Mease and colleagues have reviewed the tofacitinib drug development and clinical trial data, finding the risk of venous (VTE) and arterial thromboembolism (ATE) to be low and augmented in patients with baseline cardiovascular abd VTE risk factors and those taking higher doses of tofacitinib (10 mg bid). 

While tofacitinib was originally FDA approved without a warning for VTE or ATE, a post-marketing safety study (Study A3921133) later reported an increased risk of pulmonary embolism (PE) and all-cause mortality in patients receiving tofacitinib 10 mg twice daily (compared to those receiving tumour necrosis factor inhibitors). This lead to adding a boxed warning for thrombotic risk in the tofacitinib safety label (that has also appeared among other JAK inhibitors). 

The current post-hoc analysis of the tofacitinib RA, PsO and PsA programmes, examines the risk of DVT, PE, VTE and ATE and is coupled with real world data from the CORRONA registry, IBM MarketScan research database and the US FDA Adverse Event Reporting System (FAERS) database.

The drug development data included 12410 tofacitinib-treated patients (RA: n=7964; PsO: n=3663; PsA: n=783). The incidence rates (IRs (and 95% CI) for thromboembolic events for different disorders are shown below. Incidence rates are reported as events per 100 patient-years (PY) of exposure.

RA patients on tofacitinib 5 mg and 10 mg twice daily:

  • DVT (0.17 (0.09–0.27) and 0.15 (0.09–0.22)
  • PE (0.12 (0.06–0.22) and 0.13 (0.08–0.21)
  • ATE (0.32 (0.22–0.46) and 0.38 (0.28–0.49)

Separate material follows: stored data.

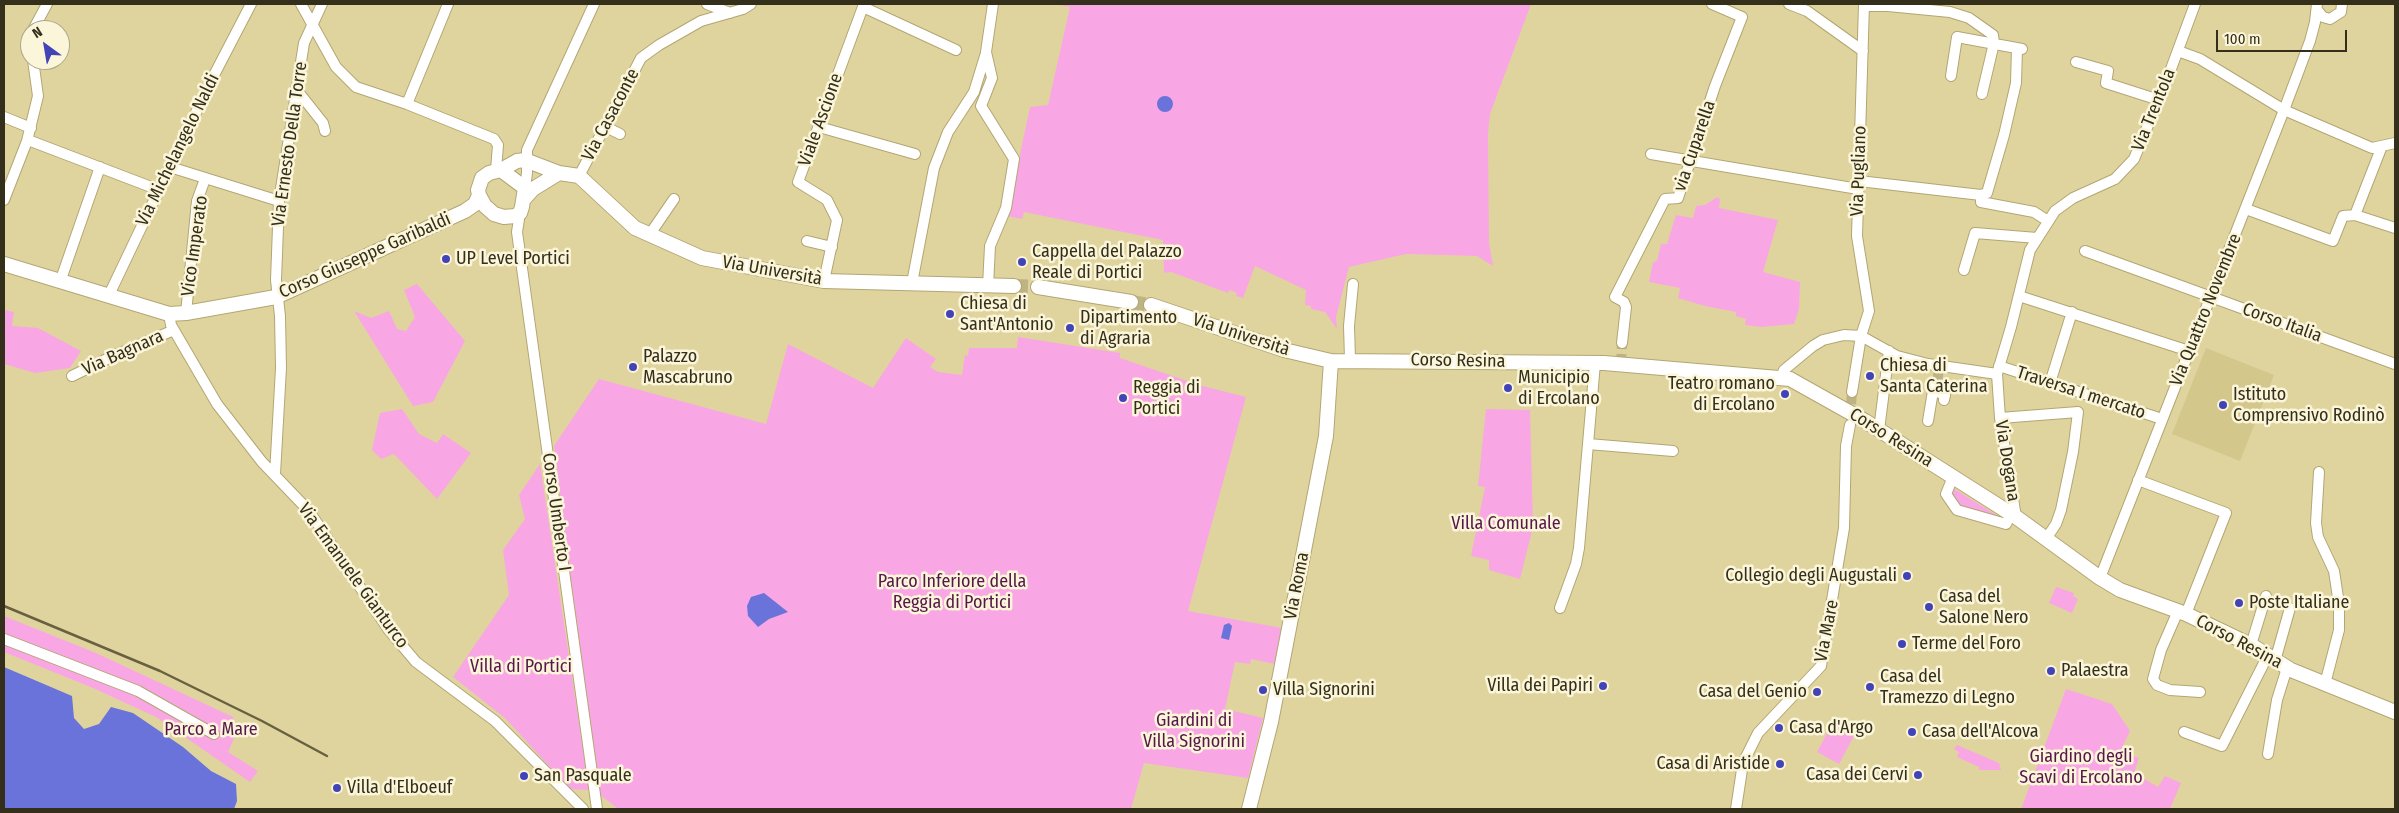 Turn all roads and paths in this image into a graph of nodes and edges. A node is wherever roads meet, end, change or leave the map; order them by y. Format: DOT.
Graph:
graph roads {
  1 [pos="47,4"];
  2 [pos="252,4"];
  3 [pos="302,4"];
  4 [pos="322,4"];
  5 [pos="448,4"];
  6 [pos="594,4"];
  7 [pos="707,4"];
  8 [pos="751,4"];
  9 [pos="993,4"];
  10 [pos="1712,4"];
  11 [pos="1789,4"];
  12 [pos="2195,4"];
  13 [pos="864,5"];
  14 [pos="1864,5"];
  15 [pos="2344,5"];
  16 [pos="2317,7"];
  17 [pos="730,13"];
  18 [pos="2330,19"];
  19 [pos="38,20"];
  20 [pos="312,22"];
  21 [pos="2310,41"];
  22 [pos="1994,43"];
  23 [pos="956,50"];
  24 [pos="1863,51"];
  25 [pos="2178,51"];
  26 [pos="986,52"];
  27 [pos="2076,62"];
  28 [pos="34,70"];
  29 [pos="1951,76"];
  30 [pos="296,88"];
  31 [pos="1982,94"];
  32 [pos="2159,100"];
  33 [pos="408,104"];
  34 [pos="2284,110"];
  35 [pos="4,118"];
  36 [pos="606,126"];
  37 [pos="820,127"];
  38 [pos="31,128"];
  39 [pos="325,130"];
  40 [pos="620,134"];
  41 [pos="28,140"];
  42 [pos="2395,143"];
  43 [pos="2382,146"];
  44 [pos="915,154"];
  45 [pos="1650,154"];
  46 [pos="525,160"];
  47 [pos="1691,161"];
  48 [pos="100,167"];
  49 [pos="170,167"];
  50 [pos="498,170"];
  51 [pos="559,173"];
  52 [pos="579,176"];
  53 [pos="206,179"];
  54 [pos="1859,185"];
  55 [pos="158,190"];
  56 [pos="524,194"];
  57 [pos="480,195"];
  58 [pos="1981,195"];
  59 [pos="674,199"];
  60 [pos="4,200"];
  61 [pos="279,201"];
  62 [pos="2246,209"];
  63 [pos="488,210"];
  64 [pos="465,211"];
  65 [pos="514,215"];
  66 [pos="2355,215"];
  67 [pos="2048,221"];
  68 [pos="2395,228"];
  69 [pos="650,234"];
  70 [pos="2037,238"];
  71 [pos="807,241"];
  72 [pos="832,247"];
  73 [pos="2085,251"];
  74 [pos="4,264"];
  75 [pos="1964,270"];
  76 [pos="824,281"];
  77 [pos="60,282"];
  78 [pos="912,283"];
  79 [pos="1353,284"];
  80 [pos="988,286"];
  81 [pos="1014,286"];
  82 [pos="1038,287"];
  83 [pos="2019,296"];
  84 [pos="108,297"];
  85 [pos="276,297"];
  86 [pos="2212,297"];
  87 [pos="1131,302"];
  88 [pos="1151,305"];
  89 [pos="2072,312"];
  90 [pos="186,313"];
  91 [pos="169,314"];
  92 [pos="174,330"];
  93 [pos="1861,336"];
  94 [pos="1622,343"];
  95 [pos="1888,351"];
  96 [pos="2189,351"];
  97 [pos="1350,359"];
  98 [pos="1331,360"];
  99 [pos="1595,363"];
  100 [pos="2395,364"];
  101 [pos="1998,370"];
  102 [pos="72,376"];
  103 [pos="1781,377"];
  104 [pos="2050,383"];
  105 [pos="1852,392"];
  106 [pos="1944,400"];
  107 [pos="2000,418"];
  108 [pos="2162,419"];
  109 [pos="1928,421"];
  110 [pos="1850,425"];
  111 [pos="1879,430"];
  112 [pos="1588,444"];
  113 [pos="1672,451"];
  114 [pos="2319,472"];
  115 [pos="274,474"];
  116 [pos="1953,477"];
  117 [pos="2138,480"];
  118 [pos="2013,516"];
  119 [pos="2046,539"];
  120 [pos="2100,578"];
  121 [pos="2266,596"];
  122 [pos="1560,608"];
  123 [pos="2290,608"];
  124 [pos="2182,612"];
  125 [pos="4,640"];
  126 [pos="2251,645"];
  127 [pos="2271,659"];
  128 [pos="2288,668"];
  129 [pos="2324,684"];
  130 [pos="2200,692"];
  131 [pos="2395,712"];
  132 [pos="2184,732"];
  133 [pos="214,734"];
  134 [pos="2268,754"];
  135 [pos="591,805"];
  136 [pos="1249,809"];
  137 [pos="1736,809"];
  1 -- 19 [label="street"];
  2 -- 49 [label="street, Via Michelangelo Naldi"];
  3 -- 20 [label="street"];
  4 -- 20 [label="street, Via Ernesto Della Torre"];
  5 -- 33 [label="street"];
  6 -- 46 [label="street"];
  7 -- 17 [label="street"];
  8 -- 17 [label="street, Via Casaconte"];
  9 -- 26 [label="street"];
  10 -- 47 [label="street, via Cuparella"];
  11 -- 24 [label="street"];
  12 -- 25 [label="street, Via Trentola"];
  13 -- 23 [label="street"];
  13 -- 37 [label="street, Viale Ascione"];
  14 -- 22 [label="street"];
  14 -- 24 [label="street, Via Pugliano"];
  15 -- 18 [label="street, Via Quattro Novembre"];
  16 -- 18 [label="street"];
  16 -- 21 [label="street, Via Quattro Novembre"];
  17 -- 36 [label="street, Via Casaconte"];
  18 -- 21 [label="street, Via Quattro Novembre"];
  20 -- 30 [label="street, Via Ernesto Della Torre"];
  20 -- 33 [label="street"];
  21 -- 34 [label="street, Via Quattro Novembre"];
  22 -- 29 [label="street"];
  22 -- 31 [label="street"];
  22 -- 58 [label="street"];
  24 -- 54 [label="street, Via Pugliano"];
  25 -- 32 [label="street, Via Trentola"];
  25 -- 34 [label="street"];
  26 -- 78 [label="street"];
  26 -- 80 [label="street"];
  27 -- 32 [label="street"];
  28 -- 38 [label="street"];
  30 -- 39 [label="street"];
  30 -- 61 [label="street, Via Ernesto Della Torre"];
  32 -- 67 [label="street, Via Trentola"];
  33 -- 50 [label="street"];
  34 -- 43 [label="street"];
  34 -- 62 [label="street, Via Quattro Novembre"];
  35 -- 38 [label="street"];
  36 -- 40 [label="street"];
  36 -- 52 [label="street, Via Casaconte"];
  37 -- 44 [label="street"];
  37 -- 72 [label="street, Viale Ascione"];
  38 -- 41 [label="street"];
  41 -- 48 [label="street"];
  41 -- 60 [label="street"];
  42 -- 43 [label="street"];
  43 -- 66 [label="street"];
  45 -- 47 [label="street"];
  46 -- 50 [label="main road"];
  46 -- 51 [label="main road"];
  46 -- 56 [label="street"];
  47 -- 54 [label="street"];
  47 -- 94 [label="street, via Cuparella"];
  48 -- 55 [label="street"];
  48 -- 77 [label="street"];
  49 -- 53 [label="street"];
  49 -- 55 [label="street, Via Michelangelo Naldi"];
  50 -- 56 [label="main road"];
  50 -- 57 [label="main road"];
  51 -- 52 [label="main road"];
  51 -- 56 [label="main road"];
  52 -- 69 [label="main road, Via Università"];
  53 -- 61 [label="street"];
  53 -- 90 [label="street, Vico Imperato"];
  54 -- 58 [label="street"];
  54 -- 93 [label="street, Via Pugliano"];
  55 -- 84 [label="street, Via Michelangelo Naldi"];
  56 -- 65 [label="main road"];
  57 -- 63 [label="main road"];
  57 -- 64 [label="main road, Corso Giuseppe Garibaldi"];
  58 -- 67 [label="street"];
  59 -- 69 [label="street"];
  61 -- 85 [label="street, Via Ernesto Della Torre"];
  62 -- 66 [label="street"];
  62 -- 86 [label="street, Via Quattro Novembre"];
  63 -- 64 [label="main road, Corso Giuseppe Garibaldi"];
  63 -- 65 [label="main road"];
  64 -- 85 [label="main road, Corso Giuseppe Garibaldi"];
  65 -- 135 [label="street, Corso Umberto I"];
  66 -- 68 [label="street"];
  67 -- 70 [label="street, Via Trentola"];
  69 -- 76 [label="main road, Via Università"];
  70 -- 75 [label="street"];
  70 -- 83 [label="street, Via Trentola"];
  71 -- 72 [label="street"];
  72 -- 76 [label="street, Viale Ascione"];
  73 -- 86 [label="street, Corso Italia"];
  74 -- 77 [label="main road, Corso Giuseppe Garibaldi"];
  76 -- 78 [label="main road, Via Università"];
  77 -- 84 [label="main road, Corso Giuseppe Garibaldi"];
  78 -- 80 [label="main road, Via Università"];
  79 -- 97 [label="street"];
  80 -- 81 [label="main road, Via Università"];
  82 -- 87 [label="main road"];
  83 -- 89 [label="street"];
  83 -- 101 [label="street, Via Trentola"];
  84 -- 91 [label="main road, Corso Giuseppe Garibaldi"];
  85 -- 90 [label="main road, Corso Giuseppe Garibaldi"];
  85 -- 115 [label="street, Via Ernesto Della Torre"];
  86 -- 96 [label="street, Via Quattro Novembre"];
  86 -- 100 [label="street, Corso Italia"];
  88 -- 98 [label="main road, Via Università"];
  89 -- 96 [label="street"];
  89 -- 104 [label="street"];
  90 -- 91 [label="main road, Corso Giuseppe Garibaldi"];
  91 -- 92 [label="street, Via Emanuele Gianturco"];
  92 -- 102 [label="street, Via Bagnara"];
  92 -- 115 [label="street, Via Emanuele Gianturco"];
  93 -- 95 [label="street, Traversa I mercato"];
  93 -- 103 [label="street"];
  93 -- 105 [label="street, Via Pugliano"];
  95 -- 101 [label="street, Traversa I mercato"];
  95 -- 111 [label="street"];
  96 -- 108 [label="street, Via Quattro Novembre"];
  97 -- 98 [label="main road, Corso Resina"];
  97 -- 99 [label="main road, Corso Resina"];
  98 -- 136 [label="main road, Via Roma"];
  99 -- 103 [label="main road, Corso Resina"];
  99 -- 112 [label="street"];
  101 -- 104 [label="street, Traversa I mercato"];
  101 -- 107 [label="street, Via Dogana"];
  103 -- 111 [label="main road, Corso Resina"];
  104 -- 108 [label="street, Traversa I mercato"];
  106 -- 109 [label="street"];
  107 -- 118 [label="street, Via Dogana"];
  107 -- 119 [label="street"];
  108 -- 117 [label="street, Via Quattro Novembre"];
  110 -- 137 [label="street, Via Mare"];
  111 -- 116 [label="main road, Corso Resina"];
  112 -- 113 [label="street"];
  112 -- 122 [label="street"];
  114 -- 129 [label="street"];
  115 -- 135 [label="street, Via Emanuele Gianturco"];
  116 -- 118 [label="main road, Corso Resina"];
  116 -- 118 [label="street"];
  117 -- 120 [label="street, Via Quattro Novembre"];
  117 -- 124 [label="street"];
  118 -- 119 [label="main road, Corso Resina"];
  119 -- 120 [label="main road, Corso Resina"];
  120 -- 124 [label="main road, Corso Resina"];
  121 -- 126 [label="street"];
  123 -- 127 [label="street"];
  124 -- 126 [label="main road, Corso Resina"];
  124 -- 130 [label="street"];
  125 -- 133 [label="street"];
  126 -- 127 [label="main road, Corso Resina"];
  127 -- 128 [label="main road, Corso Resina"];
  127 -- 132 [label="street"];
  128 -- 129 [label="main road, Corso Resina"];
  128 -- 134 [label="street"];
  129 -- 131 [label="main road, Corso Resina"];
}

Psoriasis patients on tofacitinib:

  • DVT (0.06 (0.00–0.36) and 0.06 (0.02–0.15)
  • PE (0.13 (0.02–0.47) and 0.09 (0.04–0.19)
  • ATE (0.52 (0.22–1.02) and 0.22 (0.13–0.35).

Among PsA patients on tofacitinib:

  • DVT (0.00 (0.00–0.28) and 0.13 (0.00–0.70)
  • PE (0.08 (0.00–0.43) and 0.00 (0.00–0.46)
  • ATE (0.31 (0.08–0.79) and 0.38 (0.08–1.11)

Overall, thrombotic risk was similar between tofacitinib doses and generally higher in patients with baseline cardiovascular or VTE risk factors.

Analysis of the CORRONA registry found similar numbers with no disproportionate reporting of DVT, PE or ATE in this database or the FAERS database.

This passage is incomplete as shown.